Church of England Diocese of Salisbury Dilton's Marsh

About Us

Holy Trinity Church sits at the centre of Dilton Marsh in the High Street, where The Hollow meets St Mary’s Lane.

Disabled access, servery and toilet facilities all on site.

When you arrive at Holy Trinity Church, Dilton Marsh you enter through the recently added glass doors you are met by a very warm, welcoming and friendly church of people.

Holy Trinity hold a variety of services to suit a variety of tastes and expectations.

It is an active church with many regular social events throughout the year as well as involvement with other village organisations and projects.

Monthly news is published in the Holy Trinity Church parish magazine. This is available by subscription or in church. To be added to the subscription list please contact us, by private message, via our Facebook page. https://www.facebook.com/Holy-Trinity-Church-Dilton-Marsh-130830347693499/

• Praise and Worship is a relaxed, non-communion service. Using a screen to display the words and songs. Sometimes involves some acting (this is pre-organised, for the congregation to watch - no one will spring anything on you!), or meditation, and visual aids. Everyone welcome

• Holy Communion – Known also as ‘The Eucharist’, ‘The Lord’s Supper’ or ‘Mass’ is a service of readings and prayers that lead up to a symbolic sharing of bread and wine in remembrance of Jesus’ Last Supper. In addition, Holy Communion from Common Worship includes hymns and some sung responses.

• Café Church - An informal, family friendly service with coffee, tea, croissants, toast etc. Usually non-Eucharistic. Buffet breakfast is available before the service.

For seasonal changes please see the Home page, Facebook pages or Holy Trinity Church monthly magazine.

History

The population of Dilton Marsh, in 1842, was around 2,000. The then vicar of Westbury wrote to the Bishop of Salisbury to propose that a new church be built at Dilton Marsh to provide for the larger population.

Following the Bishop’s approval, a committee was formed to raise the necessary funds and locate a parcel of land suitable for said church.

The Committee appointed Mr Thomas Henry Wyatt, the London architect of the Diocesan Church Building Society and also the Italianate church in Wilton, near Salisbury, to design a new church to accommodate 600 people and obtain estimates for its completion. He reported that the church would cost around £2,400, but altogether with the site costs, endowment, repair fund, schoolroom residence and parsonage house, the total would be £4,600.

The funds proved easier to raise than the land did to find, with no landowner willing to sell.

Finally, approximately 4 acres of land, on the corner of what was then known as Bath Road and “a lane”, was finally purchased from Captain Porter for £420.

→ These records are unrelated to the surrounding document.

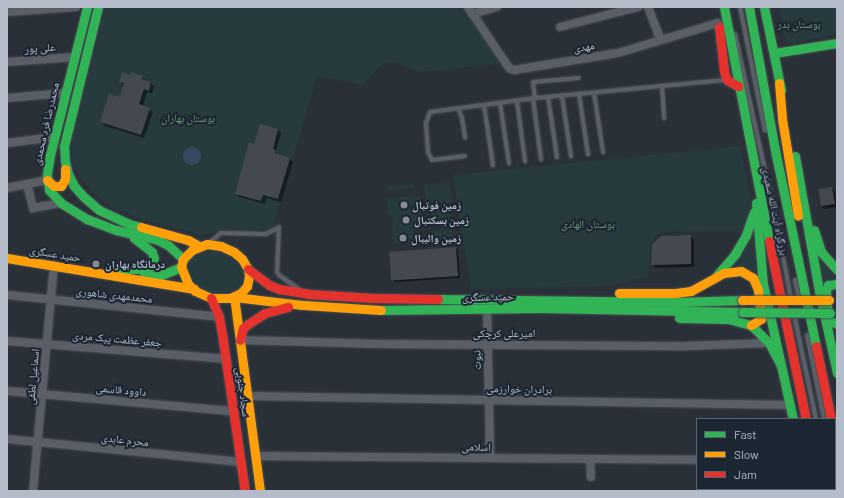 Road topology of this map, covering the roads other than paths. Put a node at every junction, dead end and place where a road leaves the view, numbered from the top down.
1 (76, 7) edge
2 (87, 7) edge
3 (98, 7) edge
4 (497, 7) edge
5 (638, 7) edge
6 (648, 7) edge
7 (740, 7) edge
8 (749, 7) edge
9 (764, 7) edge
10 (721, 8) edge
11 (470, 11) edge
12 (7, 12) edge
13 (718, 22) junction
14 (560, 27) dead end
15 (660, 39) junction
16 (837, 43) edge
17 (774, 54) junction
18 (74, 57) junction
19 (7, 62) edge
20 (579, 78) dead end
21 (727, 80) junction
22 (779, 83) junction
23 (662, 86) junction
24 (738, 86) junction
25 (66, 92) junction
26 (594, 93) junction
27 (579, 94) junction
28 (562, 96) junction
29 (548, 97) junction
30 (7, 98) edge
31 (534, 98) junction
32 (517, 101) junction
33 (500, 103) junction
34 (484, 105) junction
35 (458, 108) junction
36 (664, 118) dead end
37 (55, 137) junction
38 (465, 138) dead end
39 (766, 138) dead end
40 (7, 143) edge
41 (603, 152) dead end
42 (588, 154) dead end
43 (465, 156) dead end
44 (571, 156) dead end
45 (556, 157) dead end
46 (541, 158) dead end
47 (65, 161) junction
48 (525, 161) dead end
49 (509, 162) dead end
50 (493, 165) dead end
51 (47, 180) junction
52 (27, 184) junction
53 (800, 184) junction
54 (7, 188) edge
55 (61, 203) junction
56 (127, 233) junction
57 (203, 245) junction
58 (7, 252) edge
59 (7, 258) edge
60 (799, 262) junction
61 (182, 263) junction
62 (54, 265) junction
63 (118, 269) junction
64 (248, 269) junction
65 (837, 270) edge
66 (794, 276) dead end
67 (711, 281) junction
68 (837, 284) edge
69 (194, 289) junction
70 (309, 294) junction
71 (7, 295) edge
72 (234, 297) junction
73 (211, 298) junction
74 (483, 298) junction
75 (51, 299) junction
76 (833, 300) edge
77 (303, 305) junction
78 (490, 309) junction
79 (834, 313) edge
80 (219, 317) junction
81 (804, 321) dead end
82 (837, 324) edge
83 (751, 325) junction
84 (805, 328) dead end
85 (240, 340) junction
86 (7, 341) edge
87 (769, 343) junction
88 (47, 344) junction
89 (488, 344) junction
90 (226, 360) junction
91 (781, 366) junction
92 (837, 374) edge
93 (7, 391) edge
94 (42, 394) junction
95 (247, 396) junction
96 (489, 399) junction
97 (791, 405) junction
98 (233, 410) junction
99 (793, 418) edge
100 (806, 418) edge
101 (816, 418) edge
102 (824, 418) edge
103 (831, 418) edge
104 (7, 439) edge
105 (38, 443) junction
106 (255, 456) junction
107 (490, 458) junction
108 (590, 459) junction
109 (696, 460) edge
110 (241, 462) junction
111 (591, 477) dead end
112 (33, 491) edge
113 (245, 491) edge
114 (260, 491) edge

1 - 12 street
2 - 18 main road, محمدرضا فرد محمدی
3 - 47 main road, محمدرضا فرد محمدی
4 - 11 street
5 - 14 street
6 - 15 street
7 - 39 lane
8 - 60 main road, بزرگراه آیت الله سعیدی
9 - 17 main road
10 - 13 main road
10 - 24 main road, بزرگراه آیت الله سعیدی
10 - 101 lane
11 - 15 street, مهدی
13 - 15 street, مهدی
13 - 21 main road
16 - 17 main road
17 - 22 main road
18 - 19 street, علی پور
18 - 25 main road, محمدرضا فرد محمدی
20 - 31 lane
21 - 23 lane
21 - 24 main road
22 - 53 main road
22 - 60 main road
23 - 26 lane
23 - 36 lane
24 - 100 main road, بزرگراه آیت الله سعیدی
25 - 30 street
25 - 37 main road, محمدرضا فرد محمدی
26 - 27 lane
26 - 41 lane
27 - 28 lane
27 - 42 lane
28 - 29 lane
28 - 44 lane
29 - 31 lane
29 - 45 lane
31 - 32 lane
31 - 46 lane
32 - 33 lane
32 - 48 lane
33 - 34 lane
33 - 49 lane
34 - 35 lane
34 - 50 lane
35 - 38 lane
35 - 43 lane
37 - 40 street
37 - 51 main road, محمدرضا فرد محمدی
47 - 51 main road
47 - 57 main road, محمدرضا فرد محمدی
51 - 52 street
51 - 55 main road, محمدرضا فرد محمدی
52 - 54 street
52 - 55 street
53 - 65 main road
53 - 92 main road
55 - 56 main road, محمدرضا فرد محمدی
56 - 61 main road, محمدرضا فرد محمدی
56 - 63 main road
57 - 61 main road
57 - 64 main road
57 - 70 lane
58 - 63 main road, حمید عسگری
59 - 62 main road, حمید عسگری
60 - 103 main road, بزرگراه آیت الله سعیدی
61 - 63 main road, حمید عسگری
61 - 69 main road
62 - 69 main road, حمید عسگری
62 - 75 street, اسماعیل لطفی
64 - 70 main road, حمید عسگری
64 - 72 main road
66 - 81 lane
67 - 74 main road
67 - 83 main road
67 - 91 main road
68 - 82 main road
69 - 73 main road
70 - 74 main road, حمید عسگری
71 - 75 street, محمدمهدی شاهوری
72 - 73 main road
72 - 77 main road, حمید عسگری
72 - 85 main road, سجاد جنوبی
73 - 80 main road, سجاد جنوبی
74 - 76 main road, حمید عسگری, bridge
75 - 80 street, محمدمهدی شاهوری
75 - 88 street, اسماعیل لطفی
77 - 78 main road, حمید عسگری
77 - 85 main road
78 - 79 main road, حمید عسگری, bridge
78 - 83 main road
78 - 89 street, نبوت
80 - 90 main road, سجاد جنوبی
83 - 87 main road
84 - 102 lane
85 - 89 street, امیرعلی کرچکی
85 - 95 main road, سجاد جنوبی
86 - 88 street, جعفر عظمت پیک مردی
87 - 89 street, امیرعلی کرچکی
87 - 91 main road
88 - 90 street, جعفر عظمت پیک مردی
88 - 94 street, اسماعیل لطفی
89 - 96 street, نبوت
90 - 98 main road, سجاد جنوبی
91 - 97 main road
93 - 94 street, داوود قاسمی
94 - 98 street, داوود قاسمی
94 - 105 street, اسماعیل لطفی
95 - 96 street, برادران خوارزمی
95 - 106 main road, سجاد جنوبی
96 - 97 street, برادران خوارزمی
96 - 107 street, نبوت
97 - 99 main road
98 - 110 main road, سجاد جنوبی
104 - 105 street, محرم عابدی
105 - 110 street, محرم عابدی
105 - 112 street, اسماعیل لطفی
106 - 107 street, اسلامی
106 - 114 main road, سجاد جنوبی
107 - 108 street, اسلامی
108 - 109 street, اسلامی
108 - 111 street
110 - 113 main road, سجاد جنوبی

Mrs T. H. H. Phipps laid the foundation stone on 5th July 1843.

The Bishop of Salisbury, Edward Denison, consecrated the new church on 30th September 1844 when 50 clergy were present.

The first vicar of Dilton Marsh, Revd N.G. Lawson led the service, and the Bishop celebrated Holy Communion and preached the sermon.

Architecture & Fabric

The church, of Romanesque style, is built of ashlar (masonry made of large square-cut stones) in the Norman style, and comprises an apsidal chancel (semi-circular recess covered with a hemispherical vaulted ceiling) nave, gallery, north and south transepts and vestry. In 1958 the north transept was converted into a Lady Chapel in memory of Revd Leonard West, vicar from 1915 – 1933.

The domed nave has a 5-bay tie-beam truss roof on stone corbels.

Behind the altar paintings of the Twelve Apostles are to be found set in trefoiled topped niches.

There are a number of beautiful stained-glass windows, many of which are memorials.

Among those commemorated are Sister Elizabeth of St Mary’s Home (1873); Charles Paul & Emma Mary Phipps of Chalcot House (1885); Rt Rev Walter Ken-Hamilton D D, 66th Bishop of Salisbury (window dedicated by the vicar, church wardens and parishioners)

The heating was modernised after 2001, with the aid of various grants received.

In 2014 the path to the front door was re-laid to meet modern demands of easy access for the disabled.

Around 2015/16 a servery and toilet were added, also easily accessible.

In 2017 a glass porch with specially design engraved doors were added to give a welcoming entrance.

The tower contains 2 bells and a clock by Vulliamy. The clock was completely overhauled in 2003 and electrical wiring was installed.

The organ was built in 1873 by Robert Allen of Bristol and is considered to be one of the finest in Wiltshire. It comprises of 19 speaking stops and 5 couplers with 2 manuals. Robert Haskins, also of Bristol, rebuilt the organ in 1930 and an electric blower was added in 1947.

The church plate, hallmarked 1844, was provided by selling some of the plate from Westbury church.

The former village church, St Mary’s of Old Dilton, is just a mile away from Holy Trinity. It is an architectural gem dating back to the 15th Century. It is used annually for a candle-lit carol service. There being no electricity or heating in the building!

A more detailed history of the church is available, from Holy Trinity church, for a nominal fee of 50p.